• **ABOUT THIS TASK**: Range to reproduce from the entries below: the line with "I am building a map index. Extract", the line with "Map reading. Extract", and every line in between. Give them exactly and give nothing else.

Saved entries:
------------
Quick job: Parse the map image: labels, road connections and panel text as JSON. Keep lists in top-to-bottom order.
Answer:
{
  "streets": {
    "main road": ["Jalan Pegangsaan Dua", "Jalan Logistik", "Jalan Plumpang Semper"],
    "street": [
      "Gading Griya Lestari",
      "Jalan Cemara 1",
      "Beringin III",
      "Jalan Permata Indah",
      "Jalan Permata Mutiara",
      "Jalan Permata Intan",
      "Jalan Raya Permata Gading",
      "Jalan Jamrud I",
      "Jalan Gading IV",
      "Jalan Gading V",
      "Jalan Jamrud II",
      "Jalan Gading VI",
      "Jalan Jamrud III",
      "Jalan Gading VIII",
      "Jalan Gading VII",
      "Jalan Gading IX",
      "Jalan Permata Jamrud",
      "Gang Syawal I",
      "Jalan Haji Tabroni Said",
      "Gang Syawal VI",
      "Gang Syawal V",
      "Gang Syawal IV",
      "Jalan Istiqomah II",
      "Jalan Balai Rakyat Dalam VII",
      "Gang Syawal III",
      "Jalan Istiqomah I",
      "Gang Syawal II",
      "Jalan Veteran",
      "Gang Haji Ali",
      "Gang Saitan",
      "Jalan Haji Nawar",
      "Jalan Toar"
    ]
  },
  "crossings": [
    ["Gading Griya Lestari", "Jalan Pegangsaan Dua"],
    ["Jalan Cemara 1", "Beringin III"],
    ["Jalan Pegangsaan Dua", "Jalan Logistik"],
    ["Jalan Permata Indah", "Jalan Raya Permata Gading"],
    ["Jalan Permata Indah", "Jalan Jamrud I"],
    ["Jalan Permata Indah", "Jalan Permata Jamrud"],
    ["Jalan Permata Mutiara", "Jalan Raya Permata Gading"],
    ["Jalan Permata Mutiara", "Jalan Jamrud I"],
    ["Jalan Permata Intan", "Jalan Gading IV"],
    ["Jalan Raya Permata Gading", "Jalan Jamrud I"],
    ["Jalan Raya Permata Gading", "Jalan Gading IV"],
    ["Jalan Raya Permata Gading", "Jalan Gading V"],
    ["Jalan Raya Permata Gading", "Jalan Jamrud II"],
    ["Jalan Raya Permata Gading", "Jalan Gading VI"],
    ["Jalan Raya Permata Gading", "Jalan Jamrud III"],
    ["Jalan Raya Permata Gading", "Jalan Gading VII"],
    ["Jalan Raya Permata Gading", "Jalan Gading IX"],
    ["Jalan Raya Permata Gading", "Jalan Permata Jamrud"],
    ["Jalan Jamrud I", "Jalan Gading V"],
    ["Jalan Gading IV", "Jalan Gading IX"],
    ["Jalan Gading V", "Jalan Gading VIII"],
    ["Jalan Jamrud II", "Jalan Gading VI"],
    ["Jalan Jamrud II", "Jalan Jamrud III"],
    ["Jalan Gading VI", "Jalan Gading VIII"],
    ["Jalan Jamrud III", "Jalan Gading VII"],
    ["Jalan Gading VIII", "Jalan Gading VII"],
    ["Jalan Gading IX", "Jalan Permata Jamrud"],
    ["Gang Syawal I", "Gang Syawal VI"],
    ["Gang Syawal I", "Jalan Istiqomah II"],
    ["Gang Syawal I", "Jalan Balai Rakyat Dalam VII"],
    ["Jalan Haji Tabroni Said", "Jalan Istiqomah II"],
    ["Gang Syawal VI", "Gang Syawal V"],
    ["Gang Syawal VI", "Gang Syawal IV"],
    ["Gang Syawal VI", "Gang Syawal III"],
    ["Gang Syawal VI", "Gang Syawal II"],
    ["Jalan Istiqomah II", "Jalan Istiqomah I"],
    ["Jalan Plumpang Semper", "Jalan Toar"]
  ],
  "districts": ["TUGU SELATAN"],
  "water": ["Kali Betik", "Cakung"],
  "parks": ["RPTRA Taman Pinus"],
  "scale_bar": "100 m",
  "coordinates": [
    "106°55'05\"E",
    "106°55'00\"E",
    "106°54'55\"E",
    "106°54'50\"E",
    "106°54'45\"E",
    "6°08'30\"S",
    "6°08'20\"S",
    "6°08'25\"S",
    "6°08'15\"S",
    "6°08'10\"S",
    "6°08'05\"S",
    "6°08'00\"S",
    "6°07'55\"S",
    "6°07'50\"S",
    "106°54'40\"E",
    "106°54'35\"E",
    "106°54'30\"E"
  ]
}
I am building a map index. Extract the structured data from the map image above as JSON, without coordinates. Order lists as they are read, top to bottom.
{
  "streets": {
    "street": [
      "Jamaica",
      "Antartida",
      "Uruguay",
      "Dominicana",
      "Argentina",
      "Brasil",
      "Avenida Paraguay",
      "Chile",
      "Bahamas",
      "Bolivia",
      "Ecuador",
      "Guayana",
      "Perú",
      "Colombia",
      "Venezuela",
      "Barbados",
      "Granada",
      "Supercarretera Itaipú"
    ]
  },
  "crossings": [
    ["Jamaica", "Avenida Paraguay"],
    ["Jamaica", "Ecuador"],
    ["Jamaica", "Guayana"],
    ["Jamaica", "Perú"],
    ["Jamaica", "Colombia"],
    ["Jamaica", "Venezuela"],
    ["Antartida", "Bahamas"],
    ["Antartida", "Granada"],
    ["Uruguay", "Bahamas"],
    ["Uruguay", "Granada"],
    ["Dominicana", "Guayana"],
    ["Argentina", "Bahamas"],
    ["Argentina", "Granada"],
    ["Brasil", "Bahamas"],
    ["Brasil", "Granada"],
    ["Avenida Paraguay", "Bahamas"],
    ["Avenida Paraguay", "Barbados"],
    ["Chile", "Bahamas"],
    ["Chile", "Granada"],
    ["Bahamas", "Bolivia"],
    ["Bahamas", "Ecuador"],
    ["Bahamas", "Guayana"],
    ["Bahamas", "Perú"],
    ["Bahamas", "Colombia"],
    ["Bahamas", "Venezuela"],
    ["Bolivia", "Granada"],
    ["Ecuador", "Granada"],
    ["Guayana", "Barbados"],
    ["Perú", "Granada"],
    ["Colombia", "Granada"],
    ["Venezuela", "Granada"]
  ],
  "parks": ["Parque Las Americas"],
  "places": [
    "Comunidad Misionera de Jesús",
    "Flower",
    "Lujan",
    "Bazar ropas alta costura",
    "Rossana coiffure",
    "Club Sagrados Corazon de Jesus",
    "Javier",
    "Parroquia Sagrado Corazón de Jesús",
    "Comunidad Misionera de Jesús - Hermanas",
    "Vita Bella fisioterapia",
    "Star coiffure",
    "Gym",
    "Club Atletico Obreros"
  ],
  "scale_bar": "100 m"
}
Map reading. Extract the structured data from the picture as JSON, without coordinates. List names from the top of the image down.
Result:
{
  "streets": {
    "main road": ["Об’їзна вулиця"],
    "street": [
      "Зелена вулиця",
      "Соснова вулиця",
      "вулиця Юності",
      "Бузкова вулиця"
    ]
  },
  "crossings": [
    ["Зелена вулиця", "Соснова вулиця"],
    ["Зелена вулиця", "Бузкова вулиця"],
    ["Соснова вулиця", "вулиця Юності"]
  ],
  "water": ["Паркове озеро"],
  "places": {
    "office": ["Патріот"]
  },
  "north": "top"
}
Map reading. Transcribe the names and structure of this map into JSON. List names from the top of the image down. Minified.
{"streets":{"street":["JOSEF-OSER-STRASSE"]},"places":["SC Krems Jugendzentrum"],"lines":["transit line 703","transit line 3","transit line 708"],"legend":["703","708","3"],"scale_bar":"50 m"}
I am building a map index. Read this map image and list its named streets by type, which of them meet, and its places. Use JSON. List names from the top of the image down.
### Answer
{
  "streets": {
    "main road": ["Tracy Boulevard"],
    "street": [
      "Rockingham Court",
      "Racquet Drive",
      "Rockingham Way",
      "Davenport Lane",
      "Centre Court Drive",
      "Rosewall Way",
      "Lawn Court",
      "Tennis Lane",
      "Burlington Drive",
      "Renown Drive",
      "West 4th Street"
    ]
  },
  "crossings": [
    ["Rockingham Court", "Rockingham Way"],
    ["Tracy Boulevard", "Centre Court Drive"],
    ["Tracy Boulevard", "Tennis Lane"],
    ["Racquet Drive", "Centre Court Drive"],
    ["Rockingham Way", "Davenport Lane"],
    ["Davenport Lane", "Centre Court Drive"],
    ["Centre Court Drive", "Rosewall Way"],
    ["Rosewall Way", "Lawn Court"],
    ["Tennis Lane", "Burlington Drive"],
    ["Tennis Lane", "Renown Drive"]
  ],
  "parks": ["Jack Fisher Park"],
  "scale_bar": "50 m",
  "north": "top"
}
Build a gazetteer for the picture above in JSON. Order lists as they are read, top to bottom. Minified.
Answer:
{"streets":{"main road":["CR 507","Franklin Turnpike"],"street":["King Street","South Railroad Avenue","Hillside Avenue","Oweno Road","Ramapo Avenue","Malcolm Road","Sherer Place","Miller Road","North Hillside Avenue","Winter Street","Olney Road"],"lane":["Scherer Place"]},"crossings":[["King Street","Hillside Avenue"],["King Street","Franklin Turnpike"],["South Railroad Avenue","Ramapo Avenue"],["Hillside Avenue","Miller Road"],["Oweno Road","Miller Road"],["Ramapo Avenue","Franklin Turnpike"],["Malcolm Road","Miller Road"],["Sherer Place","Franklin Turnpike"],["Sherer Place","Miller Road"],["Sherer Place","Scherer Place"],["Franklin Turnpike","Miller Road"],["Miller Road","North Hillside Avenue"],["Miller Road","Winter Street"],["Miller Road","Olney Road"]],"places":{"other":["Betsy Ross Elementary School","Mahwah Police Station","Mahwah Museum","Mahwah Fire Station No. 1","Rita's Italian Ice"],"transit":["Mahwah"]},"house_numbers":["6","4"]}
------------
• **ANSWER SPACE**:
I am building a map index. Extract the structured data from the map image above as JSON, without coordinates. Order lists as they are read, top to bottom.
{
  "streets": {
    "street": [
      "Jamaica",
      "Antartida",
      "Uruguay",
      "Dominicana",
      "Argentina",
      "Brasil",
      "Avenida Paraguay",
      "Chile",
      "Bahamas",
      "Bolivia",
      "Ecuador",
      "Guayana",
      "Perú",
      "Colombia",
      "Venezuela",
      "Barbados",
      "Granada",
      "Supercarretera Itaipú"
    ]
  },
  "crossings": [
    ["Jamaica", "Avenida Paraguay"],
    ["Jamaica", "Ecuador"],
    ["Jamaica", "Guayana"],
    ["Jamaica", "Perú"],
    ["Jamaica", "Colombia"],
    ["Jamaica", "Venezuela"],
    ["Antartida", "Bahamas"],
    ["Antartida", "Granada"],
    ["Uruguay", "Bahamas"],
    ["Uruguay", "Granada"],
    ["Dominicana", "Guayana"],
    ["Argentina", "Bahamas"],
    ["Argentina", "Granada"],
    ["Brasil", "Bahamas"],
    ["Brasil", "Granada"],
    ["Avenida Paraguay", "Bahamas"],
    ["Avenida Paraguay", "Barbados"],
    ["Chile", "Bahamas"],
    ["Chile", "Granada"],
    ["Bahamas", "Bolivia"],
    ["Bahamas", "Ecuador"],
    ["Bahamas", "Guayana"],
    ["Bahamas", "Perú"],
    ["Bahamas", "Colombia"],
    ["Bahamas", "Venezuela"],
    ["Bolivia", "Granada"],
    ["Ecuador", "Granada"],
    ["Guayana", "Barbados"],
    ["Perú", "Granada"],
    ["Colombia", "Granada"],
    ["Venezuela", "Granada"]
  ],
  "parks": ["Parque Las Americas"],
  "places": [
    "Comunidad Misionera de Jesús",
    "Flower",
    "Lujan",
    "Bazar ropas alta costura",
    "Rossana coiffure",
    "Club Sagrados Corazon de Jesus",
    "Javier",
    "Parroquia Sagrado Corazón de Jesús",
    "Comunidad Misionera de Jesús - Hermanas",
    "Vita Bella fisioterapia",
    "Star coiffure",
    "Gym",
    "Club Atletico Obreros"
  ],
  "scale_bar": "100 m"
}
Map reading. Extract the structured data from the picture as JSON, without coordinates. List names from the top of the image down.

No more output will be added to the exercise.